Pelajaran ke 2 dari Adjie adalah: penting untuk menjaga kesehatan secara proporsional. Artinya disesuaikan dengan kemampuan fisik (juga usia). Yang penting olahraga dilakukan secara rutin, dan tidak berlebihan (over trained). Jika badan terasa lelah, itu adalah alarm fisik untuk berhenti. Yang tak kalah penting juga adalah asupan nutrisi yang imbang yang dibutuhkan tubuh kita untuk berkegiatan.

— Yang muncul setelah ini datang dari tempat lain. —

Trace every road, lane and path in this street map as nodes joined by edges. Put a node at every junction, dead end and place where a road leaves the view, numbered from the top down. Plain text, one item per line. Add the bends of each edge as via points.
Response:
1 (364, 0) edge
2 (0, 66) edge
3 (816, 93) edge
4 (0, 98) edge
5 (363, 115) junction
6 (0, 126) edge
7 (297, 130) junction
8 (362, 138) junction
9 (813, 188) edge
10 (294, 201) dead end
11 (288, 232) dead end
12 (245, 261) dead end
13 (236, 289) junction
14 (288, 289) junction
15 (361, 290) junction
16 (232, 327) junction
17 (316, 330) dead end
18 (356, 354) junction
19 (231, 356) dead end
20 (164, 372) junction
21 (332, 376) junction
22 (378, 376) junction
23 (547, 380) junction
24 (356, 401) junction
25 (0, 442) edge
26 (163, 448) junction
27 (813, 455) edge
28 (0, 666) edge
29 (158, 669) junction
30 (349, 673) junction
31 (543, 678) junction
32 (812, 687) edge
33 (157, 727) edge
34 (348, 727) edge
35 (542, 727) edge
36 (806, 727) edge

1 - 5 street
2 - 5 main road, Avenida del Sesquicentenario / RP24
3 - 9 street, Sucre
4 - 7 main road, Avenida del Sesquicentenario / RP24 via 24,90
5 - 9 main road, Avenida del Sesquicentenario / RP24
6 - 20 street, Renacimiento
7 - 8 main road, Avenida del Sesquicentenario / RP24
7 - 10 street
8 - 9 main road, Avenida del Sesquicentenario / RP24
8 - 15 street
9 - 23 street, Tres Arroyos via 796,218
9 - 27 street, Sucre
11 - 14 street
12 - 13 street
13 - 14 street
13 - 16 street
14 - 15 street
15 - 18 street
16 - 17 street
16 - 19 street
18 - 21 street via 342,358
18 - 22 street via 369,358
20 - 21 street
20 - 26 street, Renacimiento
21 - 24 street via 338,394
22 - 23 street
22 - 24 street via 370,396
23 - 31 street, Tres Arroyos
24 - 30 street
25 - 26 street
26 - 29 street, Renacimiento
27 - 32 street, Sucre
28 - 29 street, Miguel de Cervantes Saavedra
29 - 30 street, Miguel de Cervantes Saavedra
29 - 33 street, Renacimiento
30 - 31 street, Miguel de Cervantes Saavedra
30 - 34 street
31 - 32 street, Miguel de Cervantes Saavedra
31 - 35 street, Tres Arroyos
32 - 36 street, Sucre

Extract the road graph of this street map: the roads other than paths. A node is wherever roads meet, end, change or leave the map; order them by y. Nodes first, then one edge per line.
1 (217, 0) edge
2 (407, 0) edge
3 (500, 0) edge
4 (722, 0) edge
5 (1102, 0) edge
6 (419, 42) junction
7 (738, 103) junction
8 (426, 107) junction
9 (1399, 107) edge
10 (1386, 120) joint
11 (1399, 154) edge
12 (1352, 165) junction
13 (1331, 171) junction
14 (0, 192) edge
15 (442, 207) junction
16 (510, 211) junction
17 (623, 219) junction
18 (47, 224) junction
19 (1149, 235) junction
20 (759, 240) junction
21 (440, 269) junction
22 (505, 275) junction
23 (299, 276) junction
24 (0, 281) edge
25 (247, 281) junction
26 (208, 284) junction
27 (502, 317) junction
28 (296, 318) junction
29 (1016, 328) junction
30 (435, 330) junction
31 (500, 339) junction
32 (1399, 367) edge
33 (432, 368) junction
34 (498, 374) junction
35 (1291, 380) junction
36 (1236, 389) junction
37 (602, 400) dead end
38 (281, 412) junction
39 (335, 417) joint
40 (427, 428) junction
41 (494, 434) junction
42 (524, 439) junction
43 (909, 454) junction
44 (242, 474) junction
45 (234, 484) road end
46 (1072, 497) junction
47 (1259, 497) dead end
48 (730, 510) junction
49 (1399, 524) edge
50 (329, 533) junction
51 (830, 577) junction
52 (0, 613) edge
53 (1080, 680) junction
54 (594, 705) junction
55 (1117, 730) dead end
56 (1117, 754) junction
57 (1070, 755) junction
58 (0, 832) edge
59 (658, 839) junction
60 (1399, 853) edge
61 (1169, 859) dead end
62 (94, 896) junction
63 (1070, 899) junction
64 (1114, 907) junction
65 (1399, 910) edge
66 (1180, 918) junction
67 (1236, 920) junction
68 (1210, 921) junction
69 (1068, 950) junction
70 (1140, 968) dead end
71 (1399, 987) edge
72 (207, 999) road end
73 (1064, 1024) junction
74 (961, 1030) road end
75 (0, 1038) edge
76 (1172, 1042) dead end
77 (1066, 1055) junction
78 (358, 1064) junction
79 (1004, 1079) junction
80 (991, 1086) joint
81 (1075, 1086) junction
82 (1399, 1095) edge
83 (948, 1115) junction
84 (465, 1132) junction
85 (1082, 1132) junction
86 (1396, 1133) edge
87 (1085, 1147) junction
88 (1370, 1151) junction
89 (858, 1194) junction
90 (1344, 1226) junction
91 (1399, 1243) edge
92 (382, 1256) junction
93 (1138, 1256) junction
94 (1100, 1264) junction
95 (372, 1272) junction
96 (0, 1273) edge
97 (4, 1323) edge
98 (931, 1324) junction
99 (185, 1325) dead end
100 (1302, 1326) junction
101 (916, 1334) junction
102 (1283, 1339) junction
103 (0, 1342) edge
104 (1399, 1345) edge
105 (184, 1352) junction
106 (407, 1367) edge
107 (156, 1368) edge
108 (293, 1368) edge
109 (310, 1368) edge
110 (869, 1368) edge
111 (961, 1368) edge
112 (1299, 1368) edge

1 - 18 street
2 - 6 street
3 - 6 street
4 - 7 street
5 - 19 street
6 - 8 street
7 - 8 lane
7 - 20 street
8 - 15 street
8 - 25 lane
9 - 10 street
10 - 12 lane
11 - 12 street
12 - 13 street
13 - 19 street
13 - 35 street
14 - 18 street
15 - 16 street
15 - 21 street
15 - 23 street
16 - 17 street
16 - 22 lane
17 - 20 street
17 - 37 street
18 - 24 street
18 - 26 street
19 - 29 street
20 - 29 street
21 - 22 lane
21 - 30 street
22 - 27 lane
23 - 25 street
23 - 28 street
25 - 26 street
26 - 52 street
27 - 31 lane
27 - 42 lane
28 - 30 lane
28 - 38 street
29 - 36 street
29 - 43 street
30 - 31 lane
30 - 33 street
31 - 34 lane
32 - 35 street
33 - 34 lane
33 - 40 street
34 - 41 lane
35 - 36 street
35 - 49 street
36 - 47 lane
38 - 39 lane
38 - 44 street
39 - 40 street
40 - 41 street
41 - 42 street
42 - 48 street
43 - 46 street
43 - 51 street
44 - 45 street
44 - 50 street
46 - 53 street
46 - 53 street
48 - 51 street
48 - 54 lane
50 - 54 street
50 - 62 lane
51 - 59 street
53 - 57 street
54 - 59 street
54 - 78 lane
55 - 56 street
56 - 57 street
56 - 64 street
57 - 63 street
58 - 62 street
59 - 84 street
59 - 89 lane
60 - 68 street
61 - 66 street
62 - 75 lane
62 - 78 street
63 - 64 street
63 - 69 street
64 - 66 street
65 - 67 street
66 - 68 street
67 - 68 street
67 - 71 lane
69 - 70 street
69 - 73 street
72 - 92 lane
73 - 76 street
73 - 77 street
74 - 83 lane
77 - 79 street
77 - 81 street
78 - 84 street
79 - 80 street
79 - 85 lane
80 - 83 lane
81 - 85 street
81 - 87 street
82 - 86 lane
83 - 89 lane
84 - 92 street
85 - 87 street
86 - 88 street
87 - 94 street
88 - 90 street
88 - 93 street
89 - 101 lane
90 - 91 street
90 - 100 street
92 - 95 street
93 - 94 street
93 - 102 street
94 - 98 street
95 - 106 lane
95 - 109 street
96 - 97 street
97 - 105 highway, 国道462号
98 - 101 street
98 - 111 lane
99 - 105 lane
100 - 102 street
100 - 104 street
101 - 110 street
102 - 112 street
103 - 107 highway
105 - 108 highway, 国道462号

Dari kisah Alanda, anak sulung dari 3 bersaudara yang pintar dan gigih ini, sungguh menginspirasi saya sebagai orang tua. Mengingatkan bahwa  sebagai orang tua,  saya perlu menyiapkan anak-anak. Tak hanya untuk miliki fisik  sehat, tapi juga mental yang kuat untuk mandiri dan survive hidup ditengah-tengah masyakakat yang makin komplek. Harus diakui, kadang rasa sayang kepada anak, membuat saya  ’kehilangan’ kekuatan untuk membuatnya jadi mandiri dan ’terlepas’ dari orang tuanya.

Untuk siapkan anak menjadi mandiri tentu setiap orang tua punya caranya masing-masing. Semalam, saat obrolan Langsat, @AdibHidayat  menambahkan,  ”Penting untuk ajarkan  anak bisa nulis, punya blog, memahami social media.” Hmmmm itu masuk akal juga mengingat kita berada di era 2.0 ini. Dimana kekuatan social media begitu besar, dan Alanda sudah menunjukkannya.

Nah, sahabat sebagai orang tua, adakah Anda sudah menyiapkannya kemandirian  ’buah hati’ Anda?